----- PROVIDED DATA -----
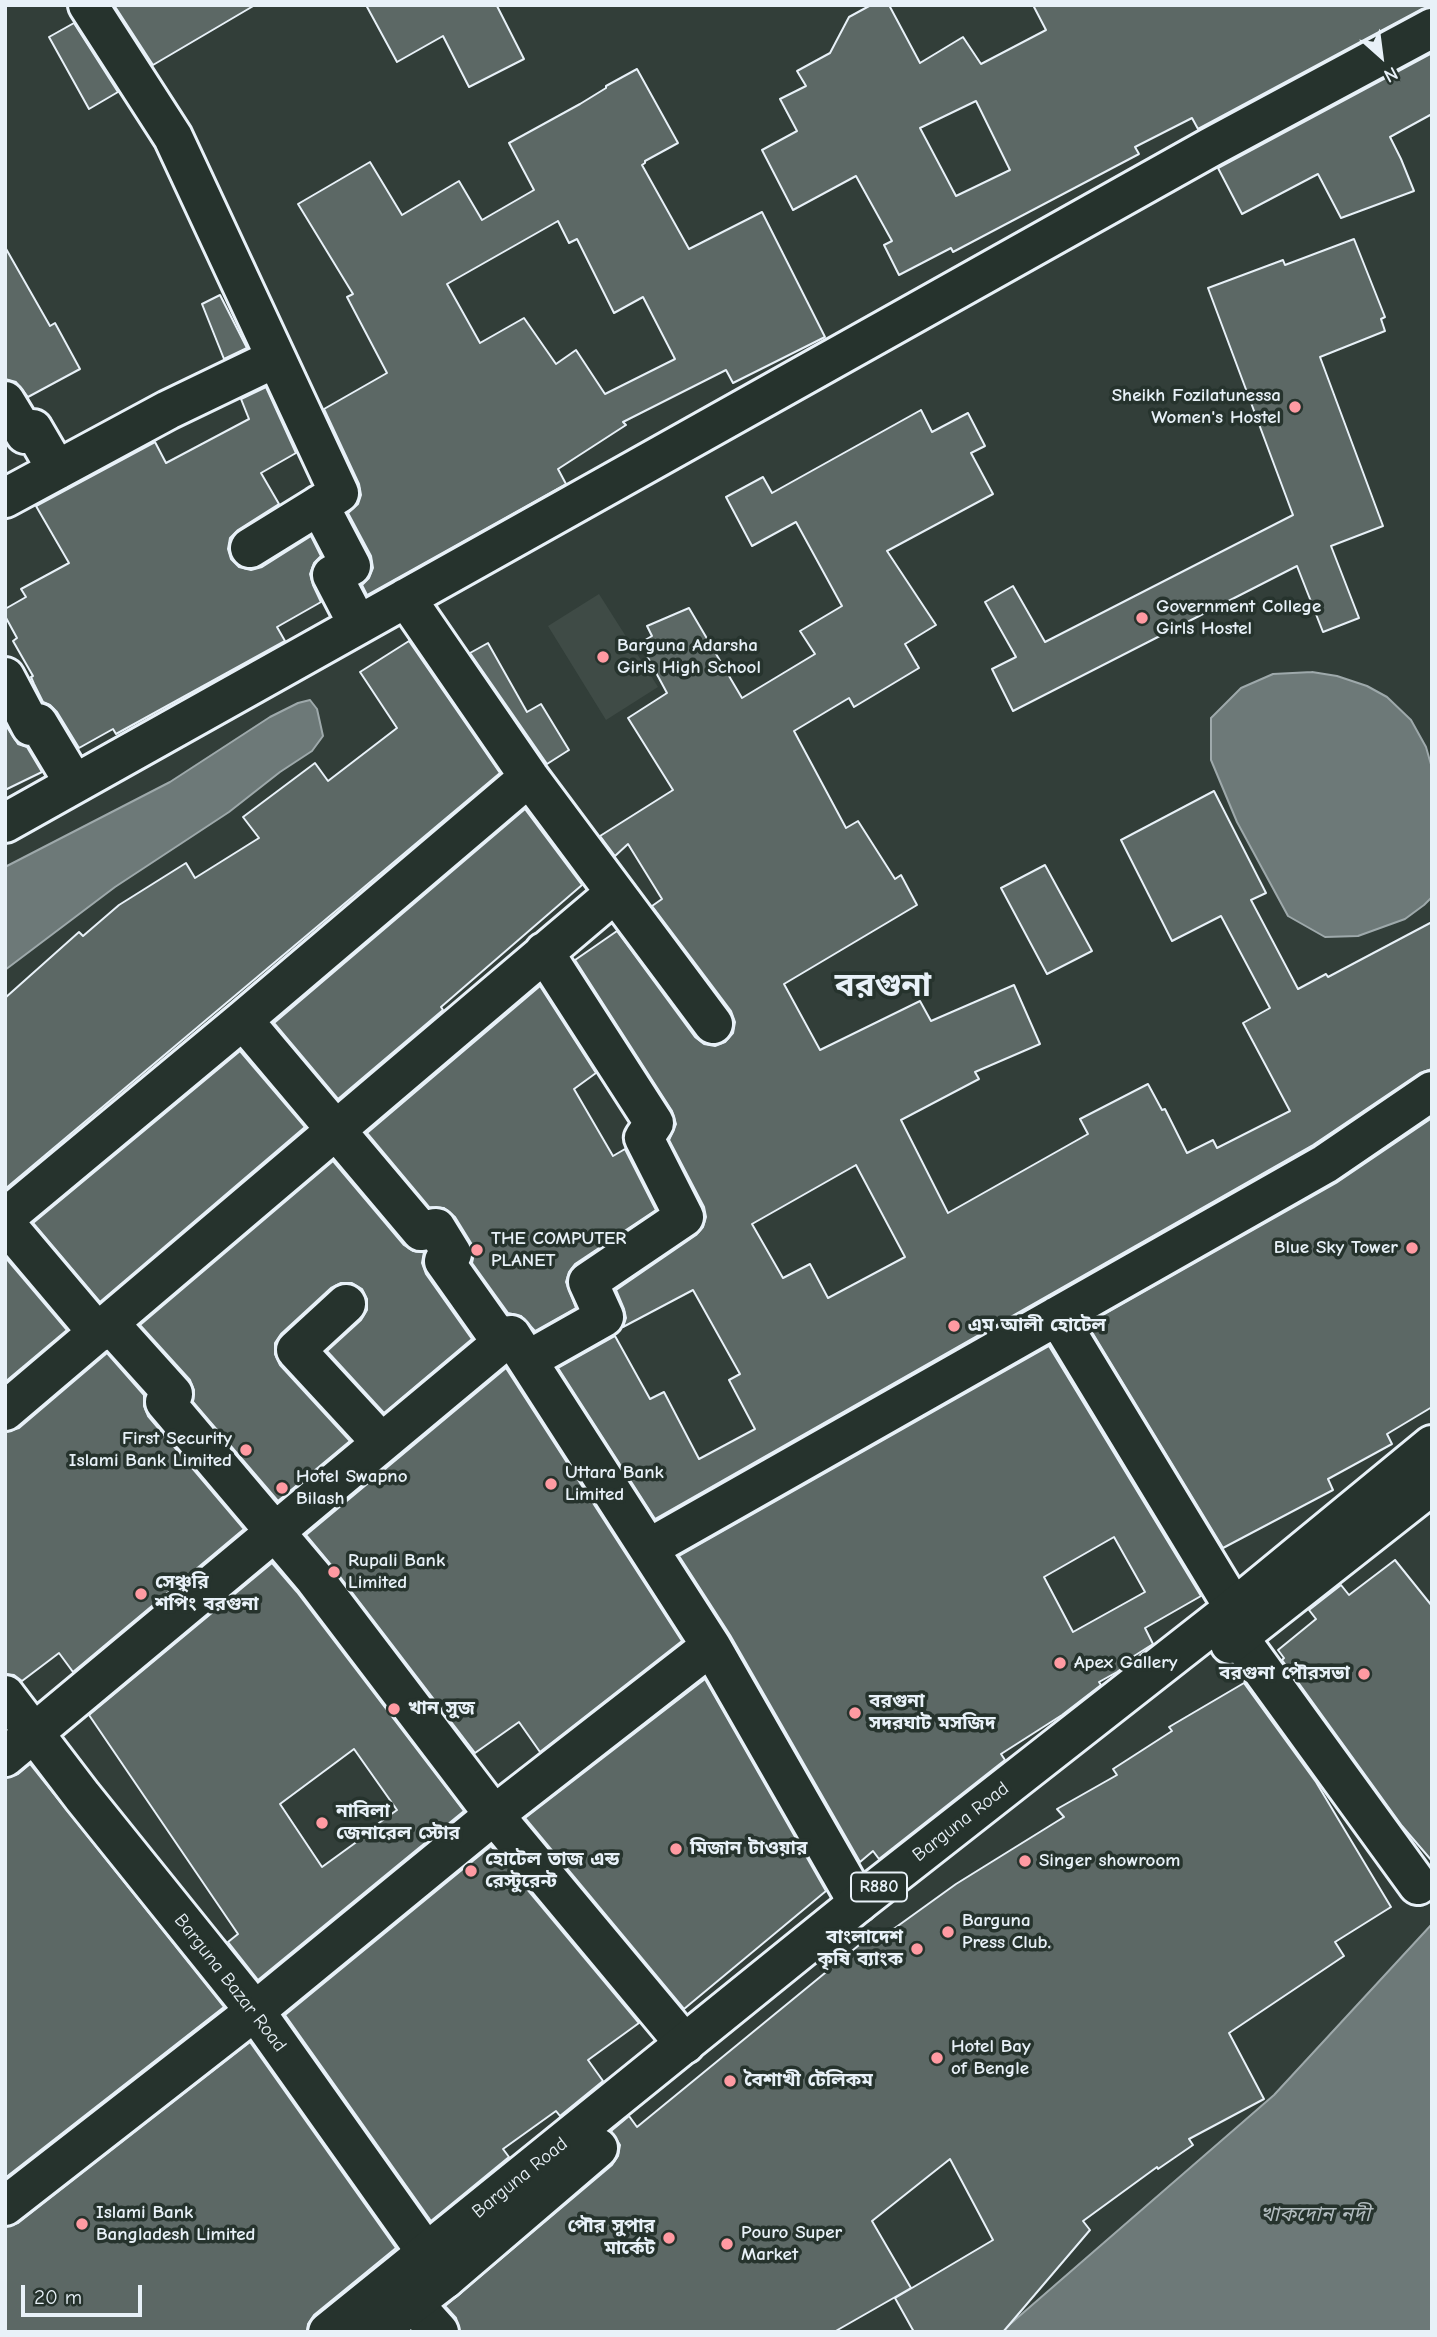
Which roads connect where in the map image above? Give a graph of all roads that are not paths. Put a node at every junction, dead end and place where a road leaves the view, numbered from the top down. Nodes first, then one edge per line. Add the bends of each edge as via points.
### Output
1 (88, 5) edge
2 (1432, 28) edge
3 (276, 358) junction
4 (5, 401) edge
5 (57, 470) junction
6 (5, 498) edge
7 (319, 505) junction
8 (250, 548) dead end
9 (406, 598) junction
10 (358, 625) junction
11 (5, 677) edge
12 (529, 777) junction
13 (74, 783) junction
14 (5, 823) edge
15 (615, 893) junction
16 (544, 952) junction
17 (243, 1020) junction
18 (713, 1024) dead end
19 (1432, 1091) edge
20 (334, 1129) junction
21 (5, 1218) edge
22 (5, 1223) edge
23 (346, 1304) dead end
24 (1057, 1316) junction
25 (103, 1328) junction
26 (515, 1351) junction
27 (5, 1411) edge
28 (381, 1442) junction
29 (1432, 1445) edge
30 (1432, 1485) edge
31 (274, 1531) junction
32 (649, 1548) junction
33 (1236, 1623) junction
34 (712, 1646) junction
35 (5, 1695) edge
36 (34, 1732) junction
37 (5, 1757) edge
38 (494, 1815) junction
39 (1418, 1885) dead end
40 (858, 1903) junction
41 (255, 2011) junction
42 (685, 2044) junction
43 (5, 2206) edge
44 (436, 2267) junction
45 (413, 2303) junction
46 (328, 2332) edge
47 (376, 2332) edge
48 (439, 2332) edge

1 - 3 street via 173,137
2 - 9 street
3 - 5 street
3 - 7 street via 339,493
4 - 5 street via 25,434 33,429
5 - 6 street
7 - 8 street
7 - 10 street via 351,566 332,575
9 - 10 street
9 - 12 street
10 - 13 street
11 - 13 street via 31,726 38,723
12 - 15 street
12 - 17 street
13 - 14 street
15 - 16 street
15 - 18 street
16 - 20 street
16 - 26 street via 654,1123 645,1138 684,1217 588,1282 604,1317
17 - 20 street
17 - 21 street
19 - 24 street via 1325,1164
20 - 25 street
20 - 26 street via 421,1231 436,1228 452,1254 444,1261
22 - 25 street
23 - 28 street via 296,1349
24 - 32 street
24 - 33 street
25 - 27 street
25 - 31 street via 173,1394 165,1402
26 - 28 street
26 - 32 street
28 - 31 street
29 - 33 street, Barguna Road / R880
30 - 33 street, Barguna Road / R880
31 - 36 street
31 - 38 street
32 - 34 street
33 - 39 street
33 - 40 street, Barguna Road / R880
33 - 44 street, Barguna Road / R880
34 - 38 street
34 - 40 street
35 - 36 street, Barguna Bazar Road
36 - 37 street
36 - 41 street, Barguna Bazar Road
38 - 41 street
38 - 42 street
40 - 42 street, Barguna Road / R880
41 - 43 street
41 - 44 street, Barguna Bazar Road
42 - 44 street, Barguna Road / R880
44 - 45 street, Barguna Road / R880
44 - 46 street, Barguna Road / R880
45 - 47 street, Barguna Road / R880
45 - 48 street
-----
● PROBLEM STATEMENT
Filter the entries above down to the lines that contain "Bazar".

● COMPLETED TASK
35 - 36 street, Barguna Bazar Road
36 - 41 street, Barguna Bazar Road
41 - 44 street, Barguna Bazar Road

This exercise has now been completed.